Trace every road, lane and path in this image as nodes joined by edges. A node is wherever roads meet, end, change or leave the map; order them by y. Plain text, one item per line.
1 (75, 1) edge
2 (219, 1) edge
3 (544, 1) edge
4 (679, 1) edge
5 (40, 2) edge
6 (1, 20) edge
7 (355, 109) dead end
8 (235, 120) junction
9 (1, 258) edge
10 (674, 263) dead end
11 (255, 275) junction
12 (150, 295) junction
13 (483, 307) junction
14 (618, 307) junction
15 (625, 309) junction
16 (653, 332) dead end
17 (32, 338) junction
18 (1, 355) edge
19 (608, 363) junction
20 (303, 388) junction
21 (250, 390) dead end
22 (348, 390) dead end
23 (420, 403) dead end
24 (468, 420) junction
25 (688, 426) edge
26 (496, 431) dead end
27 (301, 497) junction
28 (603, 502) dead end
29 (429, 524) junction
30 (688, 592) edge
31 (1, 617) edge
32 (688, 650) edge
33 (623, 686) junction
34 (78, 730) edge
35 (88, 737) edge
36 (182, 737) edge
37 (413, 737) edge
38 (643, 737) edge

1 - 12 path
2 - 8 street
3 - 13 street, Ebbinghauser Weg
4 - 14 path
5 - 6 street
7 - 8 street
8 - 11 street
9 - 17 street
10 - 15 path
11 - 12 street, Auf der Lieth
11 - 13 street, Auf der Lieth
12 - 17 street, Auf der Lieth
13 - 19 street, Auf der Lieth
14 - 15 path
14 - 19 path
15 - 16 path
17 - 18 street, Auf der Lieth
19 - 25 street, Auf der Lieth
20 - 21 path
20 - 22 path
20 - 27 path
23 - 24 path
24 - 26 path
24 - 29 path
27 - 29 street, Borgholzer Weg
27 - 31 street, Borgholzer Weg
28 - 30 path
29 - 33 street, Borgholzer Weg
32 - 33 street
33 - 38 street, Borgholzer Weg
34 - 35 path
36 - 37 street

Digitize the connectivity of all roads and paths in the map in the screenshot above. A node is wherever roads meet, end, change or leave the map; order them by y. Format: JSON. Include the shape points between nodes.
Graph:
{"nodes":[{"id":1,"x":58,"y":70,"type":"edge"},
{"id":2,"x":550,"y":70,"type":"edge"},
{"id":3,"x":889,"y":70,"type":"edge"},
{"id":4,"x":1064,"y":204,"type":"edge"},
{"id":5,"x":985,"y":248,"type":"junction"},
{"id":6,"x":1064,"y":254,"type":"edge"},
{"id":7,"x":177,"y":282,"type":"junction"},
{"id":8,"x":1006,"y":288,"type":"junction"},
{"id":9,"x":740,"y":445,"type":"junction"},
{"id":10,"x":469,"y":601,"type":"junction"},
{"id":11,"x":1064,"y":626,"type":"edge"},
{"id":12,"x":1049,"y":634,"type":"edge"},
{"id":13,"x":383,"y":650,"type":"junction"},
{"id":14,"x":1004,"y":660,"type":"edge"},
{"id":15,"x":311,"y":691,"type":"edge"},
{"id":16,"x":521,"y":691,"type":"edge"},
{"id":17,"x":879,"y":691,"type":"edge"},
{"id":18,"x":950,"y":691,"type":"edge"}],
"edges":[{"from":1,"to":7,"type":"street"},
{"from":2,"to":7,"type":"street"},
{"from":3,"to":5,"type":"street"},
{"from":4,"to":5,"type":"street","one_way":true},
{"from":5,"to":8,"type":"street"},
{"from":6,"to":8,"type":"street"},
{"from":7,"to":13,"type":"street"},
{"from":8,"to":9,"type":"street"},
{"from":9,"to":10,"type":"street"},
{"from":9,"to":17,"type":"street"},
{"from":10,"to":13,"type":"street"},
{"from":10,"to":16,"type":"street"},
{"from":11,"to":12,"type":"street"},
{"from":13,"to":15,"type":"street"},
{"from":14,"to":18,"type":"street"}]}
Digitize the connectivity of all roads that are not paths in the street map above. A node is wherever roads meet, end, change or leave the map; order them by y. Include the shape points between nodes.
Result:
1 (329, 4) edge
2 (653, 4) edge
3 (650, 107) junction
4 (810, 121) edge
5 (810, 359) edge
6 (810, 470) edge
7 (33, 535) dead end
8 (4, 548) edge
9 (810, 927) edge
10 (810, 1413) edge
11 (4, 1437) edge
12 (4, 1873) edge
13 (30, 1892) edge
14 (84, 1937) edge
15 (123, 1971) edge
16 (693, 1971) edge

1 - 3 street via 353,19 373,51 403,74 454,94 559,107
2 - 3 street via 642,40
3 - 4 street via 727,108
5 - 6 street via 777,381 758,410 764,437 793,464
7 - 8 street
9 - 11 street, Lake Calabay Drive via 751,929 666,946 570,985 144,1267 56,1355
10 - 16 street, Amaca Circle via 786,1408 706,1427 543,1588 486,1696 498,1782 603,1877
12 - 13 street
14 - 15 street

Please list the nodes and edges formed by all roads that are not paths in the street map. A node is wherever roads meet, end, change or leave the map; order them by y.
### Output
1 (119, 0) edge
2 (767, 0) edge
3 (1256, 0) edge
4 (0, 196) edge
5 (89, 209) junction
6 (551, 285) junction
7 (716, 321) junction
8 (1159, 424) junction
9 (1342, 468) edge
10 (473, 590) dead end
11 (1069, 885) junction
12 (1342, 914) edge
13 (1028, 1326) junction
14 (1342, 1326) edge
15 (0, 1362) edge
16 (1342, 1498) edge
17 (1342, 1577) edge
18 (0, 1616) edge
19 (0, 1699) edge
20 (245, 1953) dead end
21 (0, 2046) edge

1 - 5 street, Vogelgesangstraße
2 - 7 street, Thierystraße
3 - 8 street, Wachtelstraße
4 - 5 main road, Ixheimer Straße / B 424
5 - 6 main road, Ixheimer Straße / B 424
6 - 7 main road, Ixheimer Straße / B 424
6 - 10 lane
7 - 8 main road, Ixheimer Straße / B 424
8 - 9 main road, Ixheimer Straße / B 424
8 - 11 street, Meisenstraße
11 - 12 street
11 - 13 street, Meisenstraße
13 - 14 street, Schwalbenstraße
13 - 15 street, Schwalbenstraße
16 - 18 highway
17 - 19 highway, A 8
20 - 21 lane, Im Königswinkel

--- Exercise objective ---
Return the records given above in their entirety, word for word.

--- Output for this exercise ---
Trace every road, lane and path in this image as nodes joined by edges. A node is wherever roads meet, end, change or leave the map; order them by y. Plain text, one item per line.
1 (75, 1) edge
2 (219, 1) edge
3 (544, 1) edge
4 (679, 1) edge
5 (40, 2) edge
6 (1, 20) edge
7 (355, 109) dead end
8 (235, 120) junction
9 (1, 258) edge
10 (674, 263) dead end
11 (255, 275) junction
12 (150, 295) junction
13 (483, 307) junction
14 (618, 307) junction
15 (625, 309) junction
16 (653, 332) dead end
17 (32, 338) junction
18 (1, 355) edge
19 (608, 363) junction
20 (303, 388) junction
21 (250, 390) dead end
22 (348, 390) dead end
23 (420, 403) dead end
24 (468, 420) junction
25 (688, 426) edge
26 (496, 431) dead end
27 (301, 497) junction
28 (603, 502) dead end
29 (429, 524) junction
30 (688, 592) edge
31 (1, 617) edge
32 (688, 650) edge
33 (623, 686) junction
34 (78, 730) edge
35 (88, 737) edge
36 (182, 737) edge
37 (413, 737) edge
38 (643, 737) edge

1 - 12 path
2 - 8 street
3 - 13 street, Ebbinghauser Weg
4 - 14 path
5 - 6 street
7 - 8 street
8 - 11 street
9 - 17 street
10 - 15 path
11 - 12 street, Auf der Lieth
11 - 13 street, Auf der Lieth
12 - 17 street, Auf der Lieth
13 - 19 street, Auf der Lieth
14 - 15 path
14 - 19 path
15 - 16 path
17 - 18 street, Auf der Lieth
19 - 25 street, Auf der Lieth
20 - 21 path
20 - 22 path
20 - 27 path
23 - 24 path
24 - 26 path
24 - 29 path
27 - 29 street, Borgholzer Weg
27 - 31 street, Borgholzer Weg
28 - 30 path
29 - 33 street, Borgholzer Weg
32 - 33 street
33 - 38 street, Borgholzer Weg
34 - 35 path
36 - 37 street

Digitize the connectivity of all roads and paths in the map in the screenshot above. A node is wherever roads meet, end, change or leave the map; order them by y. Format: JSON. Include the shape points between nodes.
Graph:
{"nodes":[{"id":1,"x":58,"y":70,"type":"edge"},
{"id":2,"x":550,"y":70,"type":"edge"},
{"id":3,"x":889,"y":70,"type":"edge"},
{"id":4,"x":1064,"y":204,"type":"edge"},
{"id":5,"x":985,"y":248,"type":"junction"},
{"id":6,"x":1064,"y":254,"type":"edge"},
{"id":7,"x":177,"y":282,"type":"junction"},
{"id":8,"x":1006,"y":288,"type":"junction"},
{"id":9,"x":740,"y":445,"type":"junction"},
{"id":10,"x":469,"y":601,"type":"junction"},
{"id":11,"x":1064,"y":626,"type":"edge"},
{"id":12,"x":1049,"y":634,"type":"edge"},
{"id":13,"x":383,"y":650,"type":"junction"},
{"id":14,"x":1004,"y":660,"type":"edge"},
{"id":15,"x":311,"y":691,"type":"edge"},
{"id":16,"x":521,"y":691,"type":"edge"},
{"id":17,"x":879,"y":691,"type":"edge"},
{"id":18,"x":950,"y":691,"type":"edge"}],
"edges":[{"from":1,"to":7,"type":"street"},
{"from":2,"to":7,"type":"street"},
{"from":3,"to":5,"type":"street"},
{"from":4,"to":5,"type":"street","one_way":true},
{"from":5,"to":8,"type":"street"},
{"from":6,"to":8,"type":"street"},
{"from":7,"to":13,"type":"street"},
{"from":8,"to":9,"type":"street"},
{"from":9,"to":10,"type":"street"},
{"from":9,"to":17,"type":"street"},
{"from":10,"to":13,"type":"street"},
{"from":10,"to":16,"type":"street"},
{"from":11,"to":12,"type":"street"},
{"from":13,"to":15,"type":"street"},
{"from":14,"to":18,"type":"street"}]}
Digitize the connectivity of all roads that are not paths in the street map above. A node is wherever roads meet, end, change or leave the map; order them by y. Include the shape points between nodes.
Result:
1 (329, 4) edge
2 (653, 4) edge
3 (650, 107) junction
4 (810, 121) edge
5 (810, 359) edge
6 (810, 470) edge
7 (33, 535) dead end
8 (4, 548) edge
9 (810, 927) edge
10 (810, 1413) edge
11 (4, 1437) edge
12 (4, 1873) edge
13 (30, 1892) edge
14 (84, 1937) edge
15 (123, 1971) edge
16 (693, 1971) edge

1 - 3 street via 353,19 373,51 403,74 454,94 559,107
2 - 3 street via 642,40
3 - 4 street via 727,108
5 - 6 street via 777,381 758,410 764,437 793,464
7 - 8 street
9 - 11 street, Lake Calabay Drive via 751,929 666,946 570,985 144,1267 56,1355
10 - 16 street, Amaca Circle via 786,1408 706,1427 543,1588 486,1696 498,1782 603,1877
12 - 13 street
14 - 15 street

Please list the nodes and edges formed by all roads that are not paths in the street map. A node is wherever roads meet, end, change or leave the map; order them by y.
### Output
1 (119, 0) edge
2 (767, 0) edge
3 (1256, 0) edge
4 (0, 196) edge
5 (89, 209) junction
6 (551, 285) junction
7 (716, 321) junction
8 (1159, 424) junction
9 (1342, 468) edge
10 (473, 590) dead end
11 (1069, 885) junction
12 (1342, 914) edge
13 (1028, 1326) junction
14 (1342, 1326) edge
15 (0, 1362) edge
16 (1342, 1498) edge
17 (1342, 1577) edge
18 (0, 1616) edge
19 (0, 1699) edge
20 (245, 1953) dead end
21 (0, 2046) edge

1 - 5 street, Vogelgesangstraße
2 - 7 street, Thierystraße
3 - 8 street, Wachtelstraße
4 - 5 main road, Ixheimer Straße / B 424
5 - 6 main road, Ixheimer Straße / B 424
6 - 7 main road, Ixheimer Straße / B 424
6 - 10 lane
7 - 8 main road, Ixheimer Straße / B 424
8 - 9 main road, Ixheimer Straße / B 424
8 - 11 street, Meisenstraße
11 - 12 street
11 - 13 street, Meisenstraße
13 - 14 street, Schwalbenstraße
13 - 15 street, Schwalbenstraße
16 - 18 highway
17 - 19 highway, A 8
20 - 21 lane, Im Königswinkel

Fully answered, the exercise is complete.